Scarico del carbone: l'Adsp si appella al Tar

Molo Vespucci si costituisce in giudizio nel ricorso presentato al Tar del Lazio da parte di Minosse contro il bando Enel. La "pace" accordata in Regione scade il 30 settembre 

CIVITAVECCHIA – Dopo l’appello presentato contro la sentenza del Tar del Lazio che imponeva il pagamento al Comune dei primi due milioni di euro relativi all’accordo sottoscritto nel 2015, l’Autorità di Sistema Portuale è intervenuta anche nel procedimento riguardante la gara Enel sullo scarico del carbone. Molo Vespucci, infatti, con il patrocinio dell’Avvocatura dello Stato si è costituita in giudizio nel ricorso presentato al Tar del Lazio da parte di Minosse, la società costituita ad hoc e che per dieci anni – per affidamento diretto – ha scaricato il carbone al molo di Torre Nord. L’Adsp, contro interessata come ente vigilante sulle operazioni portuali, con questa entrata nel procedimento di fatto si pone al fianco di Enel, contro la stessa Minosse. La pace accordata in Regione Lazio tra le parti – con i portuali che hanno sospeso ogni azione di lotta promessa ed Enel che si è impegnata a sospendere i termini per la  presentazione delle offerte di gara – scade il 30 settembre prossimo. Queste settimane, quindi, saranno cruciali per capire che strada sarà intrapresa in questo senso per cercare di risolvere questa delicata vertenza che potrebbe avere importanti ripercussioni nello scalo, sotto ogni punto di vista.

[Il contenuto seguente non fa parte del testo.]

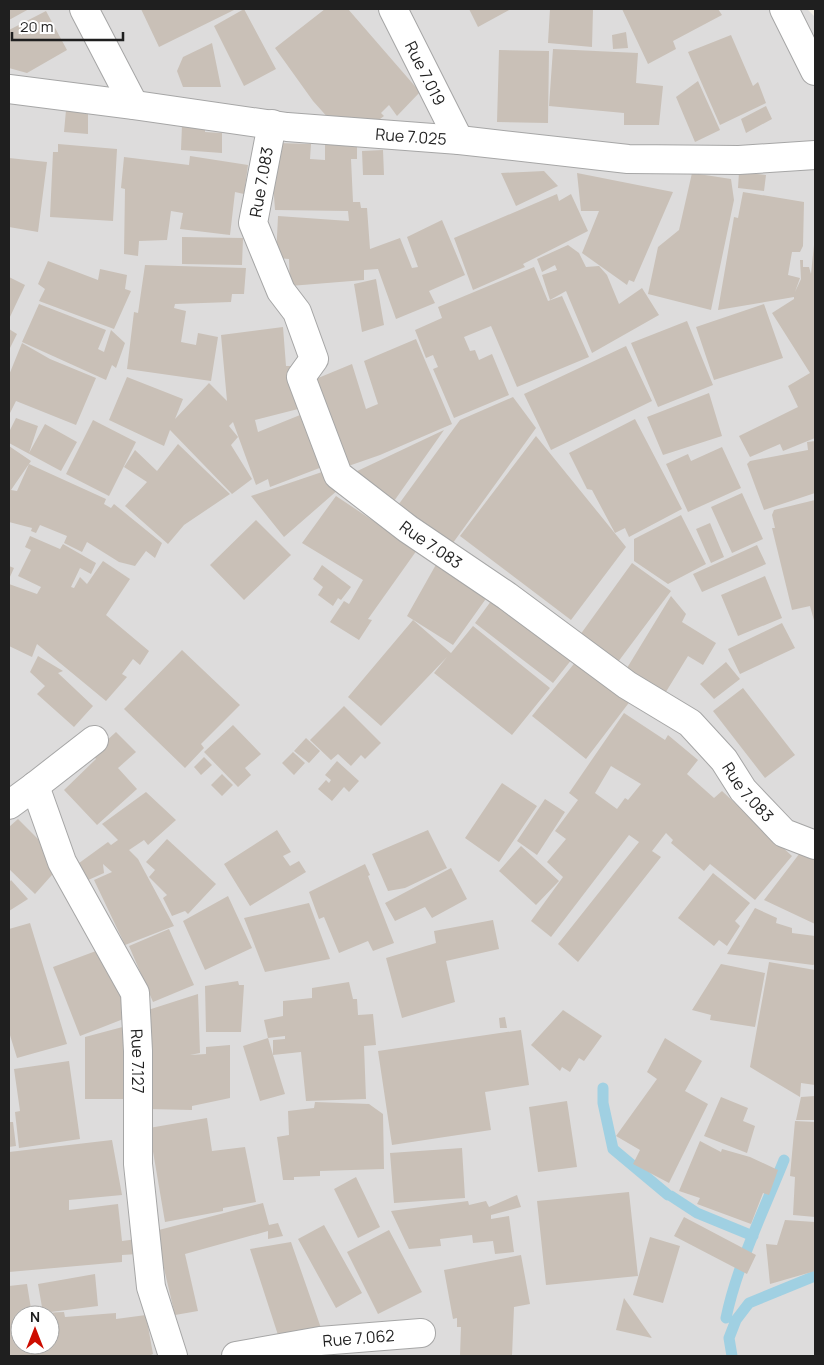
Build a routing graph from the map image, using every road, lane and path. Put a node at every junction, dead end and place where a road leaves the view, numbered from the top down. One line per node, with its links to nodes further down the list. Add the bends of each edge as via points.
1 (84, 9): 6 (street)
2 (393, 9): 8 (street, Rue 7.019)
3 (784, 9): 4 (street)
4 (815, 71)
5 (9, 89): 6 (street, Rue 7.025)
6 (134, 104): 7 (street, Rue 7.025)
7 (272, 124): 8 (street, Rue 7.025); 13 (street, Rue 7.083, via 253,223 281,291 297,312 314,359 301,377 338,476 627,685 690,723 784,834)
8 (459, 140): 9 (street, Rue 7.025, via 628,159 738,160)
9 (815, 155)
10 (94, 740): 11 (street)
11 (35, 786): 12 (street); 15 (street, Rue 7.127, via 62,862 135,992 138,1164 151,1287)
12 (9, 805)
13 (815, 845)
14 (422, 1333): 16 (street, Rue 7.062, via 320,1341)
15 (173, 1356)
16 (236, 1356)

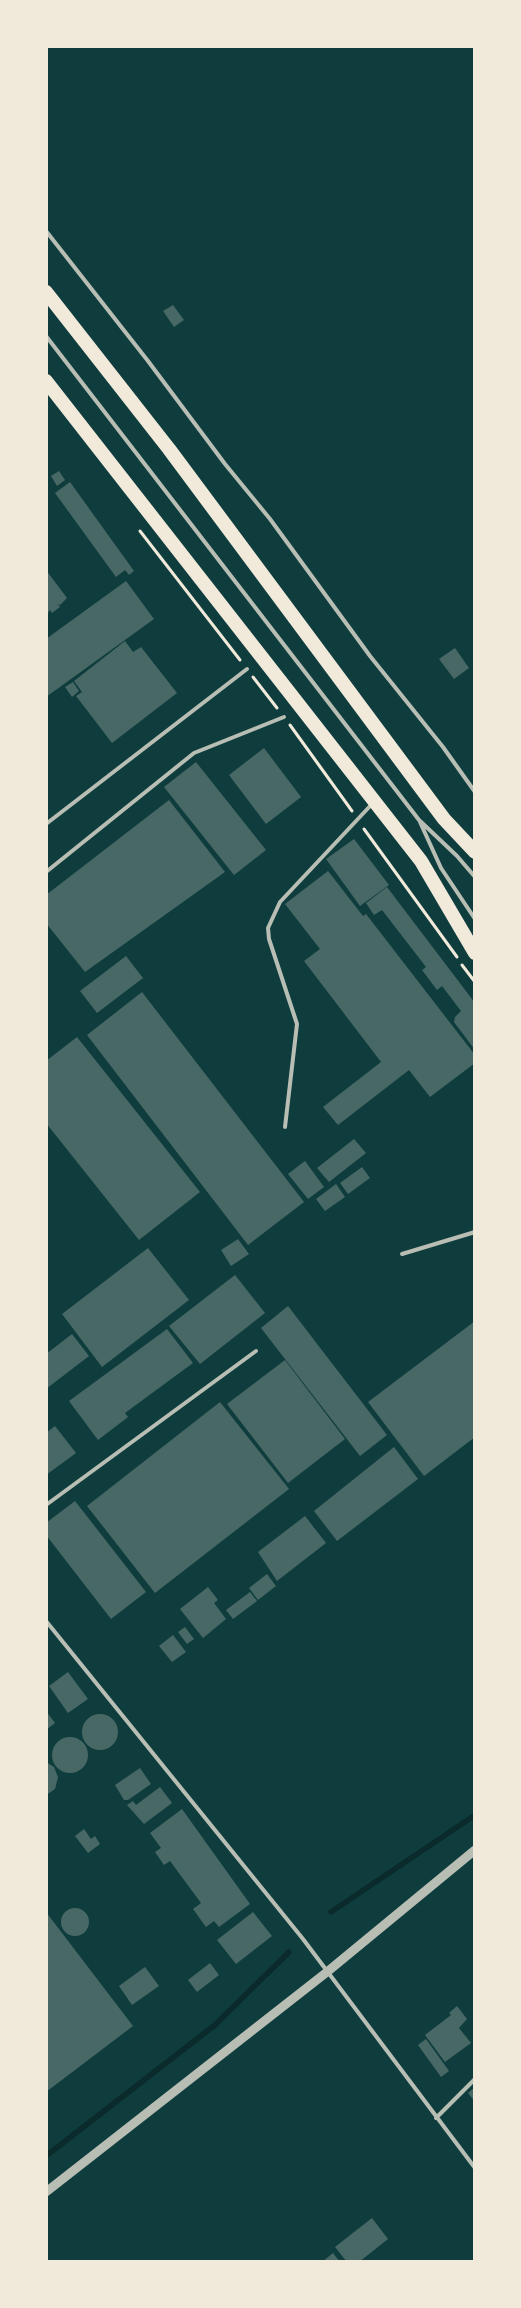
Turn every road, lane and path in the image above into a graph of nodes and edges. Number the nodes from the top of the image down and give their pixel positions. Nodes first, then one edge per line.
1 (46, 231) edge
2 (46, 292) edge
3 (46, 336) edge
4 (46, 381) edge
5 (135, 524) dead end
6 (247, 669) junction
7 (284, 717) junction
8 (475, 792) edge
9 (374, 802) junction
10 (357, 818) junction
11 (419, 820) junction
12 (46, 824) edge
13 (475, 852) edge
14 (46, 872) edge
15 (475, 877) edge
16 (475, 919) edge
17 (475, 953) edge
18 (475, 982) edge
19 (285, 1127) dead end
20 (475, 1232) edge
21 (402, 1254) dead end
22 (256, 1351) dead end
23 (46, 1505) edge
24 (46, 1622) edge
25 (475, 1850) edge
26 (327, 1972) junction
27 (475, 2079) edge
28 (436, 2118) junction
29 (475, 2168) edge
30 (46, 2192) edge

1 - 8 lane
2 - 13 highway
3 - 11 lane
4 - 9 highway
5 - 6 path
6 - 7 path
6 - 12 lane
7 - 10 path
7 - 14 lane
9 - 10 lane
9 - 17 highway
10 - 18 path
10 - 19 lane
11 - 15 lane
11 - 16 lane
20 - 21 lane
22 - 23 lane
24 - 26 lane
25 - 26 street
26 - 28 lane
26 - 30 street
27 - 28 lane
28 - 29 lane

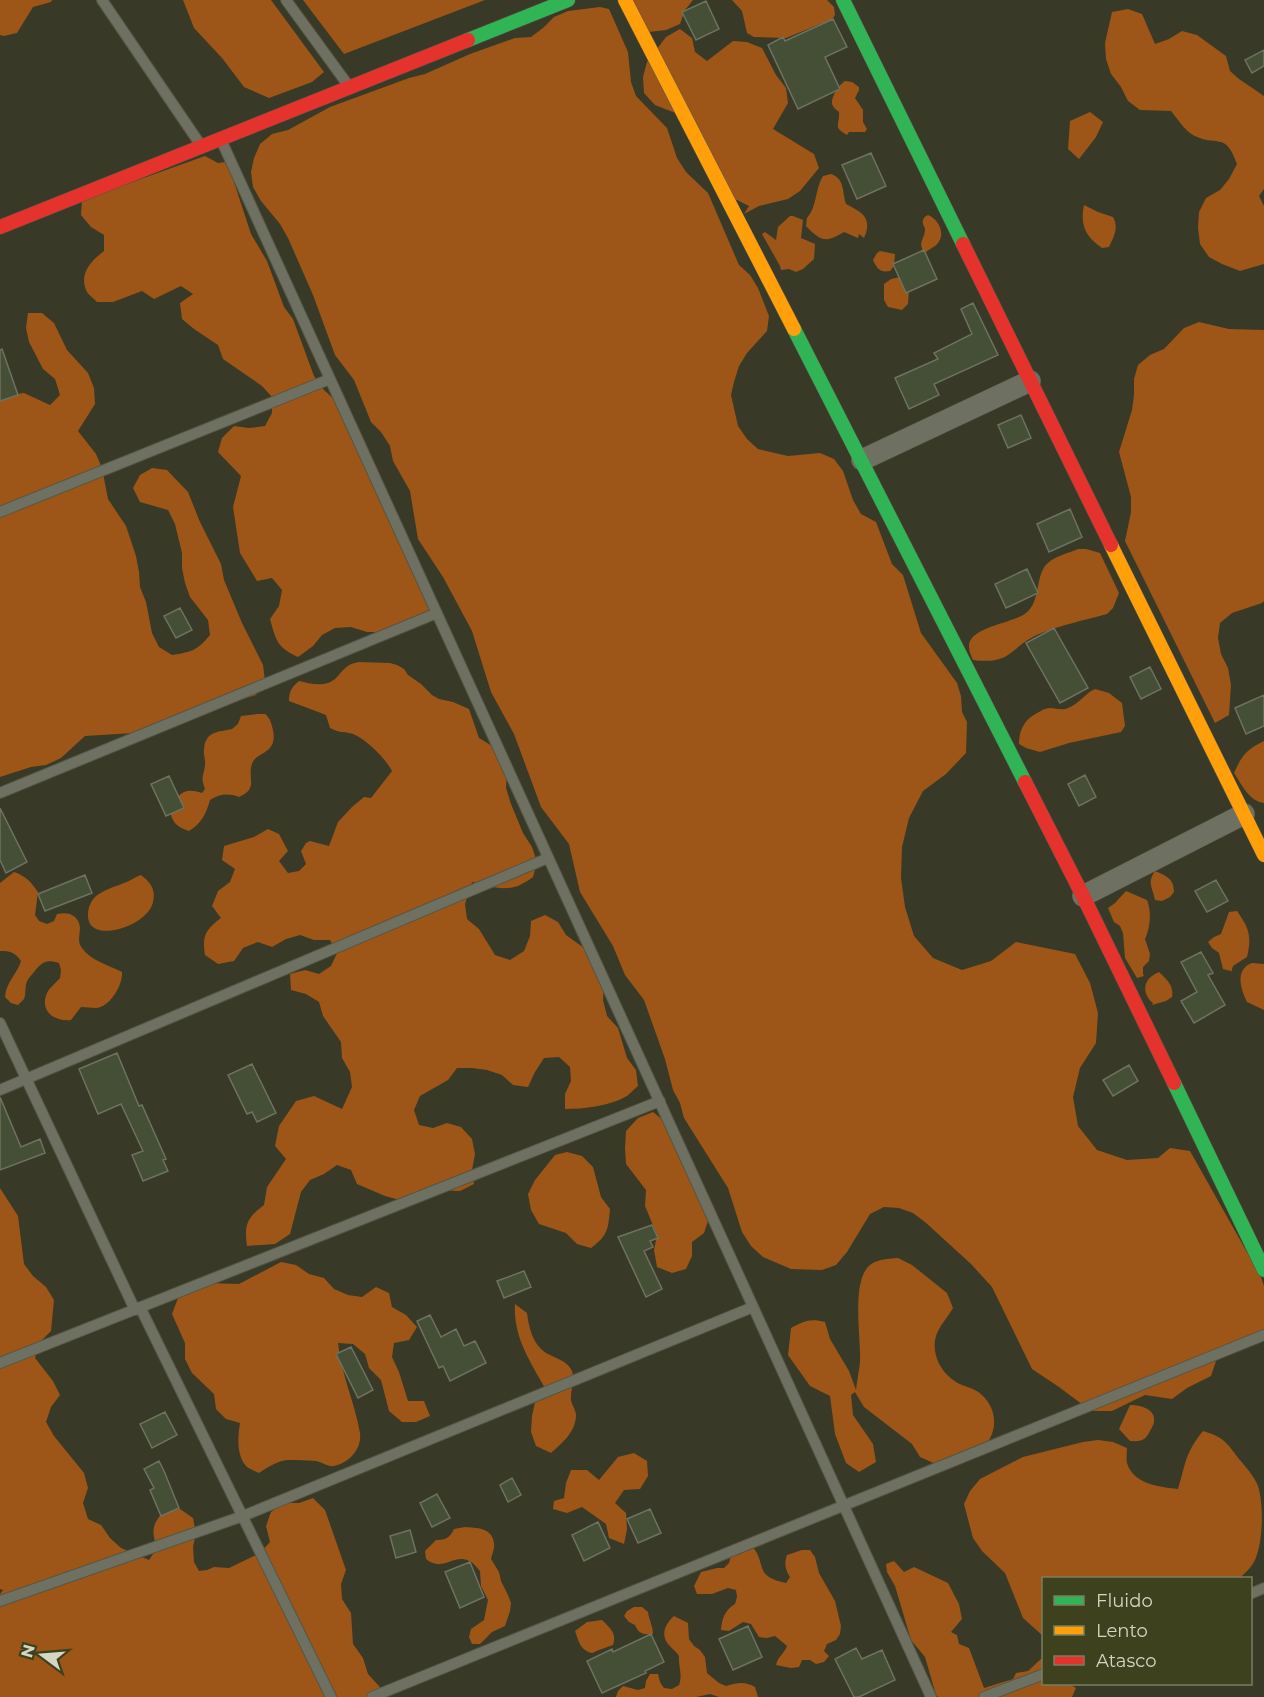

Così come delicata è la questione relativa alla movimentazione dei container. Dopo la riunione fiume di mercoledì scorso in Autorità Portuale, non sembra che la strada verso l’accordo sia vicina. A quanto pare, infatti, la proposta avanzata da Molo Vespucci non sarebbe praticabile secondo i legali di Cfft, la società che si occupa del traffico agroalimentare: sembra infatti che l’Adsp abbia proposto di estendere la concessione del terminal container alla banchina 24, quella appunto dove sorge il terminal Cfft, per consentire a Rtc di eseguire le operazioni di scarico anche dei container agroalimentari, con l’accordo della società italo-belga che però non sembra al momento condividere questa ipotesi.